Cutting Edge: Preferentially the <i>R</i> -Stereoisomer of the Mycoplasmal Lipopeptide Macrophage-Activating Lipopeptide-2 Activates Immune Cells Through a Toll-Like Receptor 2- and MyD88-Dependent Signaling Pathway

Abstract

Mycoplasmas and their membranes are potent activators of macrophages, the active principle being lipoproteins and lipopeptides.

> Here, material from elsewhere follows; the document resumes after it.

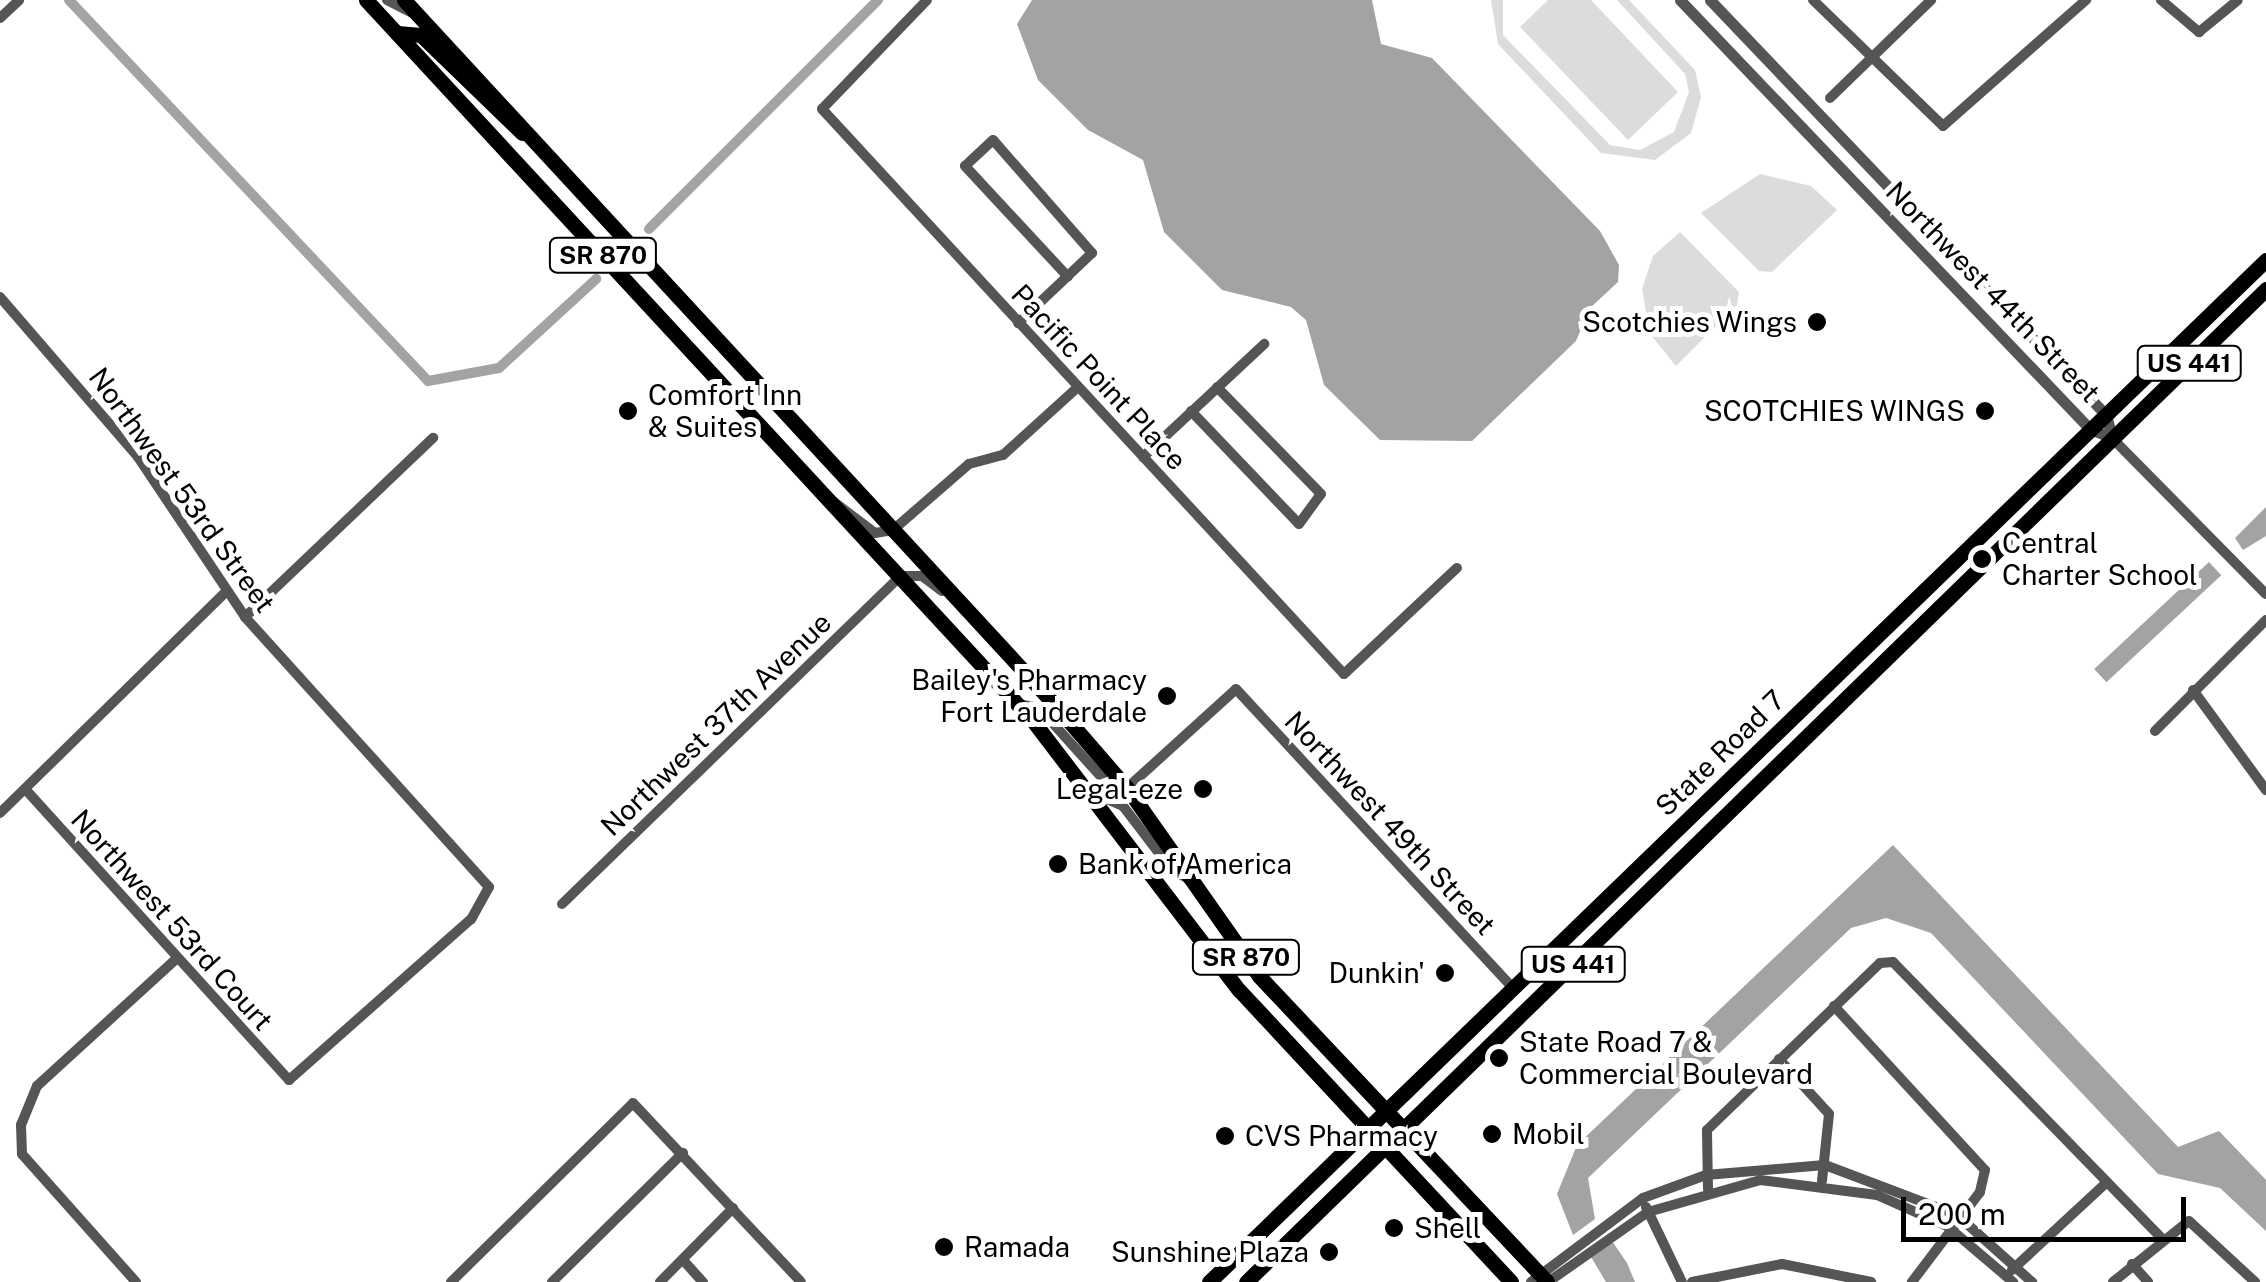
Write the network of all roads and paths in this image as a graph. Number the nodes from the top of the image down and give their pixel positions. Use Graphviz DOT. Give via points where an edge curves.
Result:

Two stereoisomers of the mycoplasmal lipopeptide macrophage-activating lipopeptide-2 (MALP-2) differing in the configuration of the lipid moiety were synthesized and compared in their macrophage-activating potential, the R-MALP being >100 times more active than the S-MALP in stimulating the release of cytokines, chemokines, and NO. To assess the role of the Toll-like receptor (TLR) family in mycoplasmal lipopeptide signaling, the MALP-2-mediated responses were analyzed using macrophages from wild-type, TLR2-, TLR4-, and MyD88-deficient mice. TLR2- and MyD88-deficient cells showed severely impaired cytokine productions in response to R- and S-MALP. The MALP-induced activation of intracellular signaling molecules was fully dependent on both TLR2 and MyD88. There was a strong preference for the R-MALP in the recognition by its functional receptor, TLR2.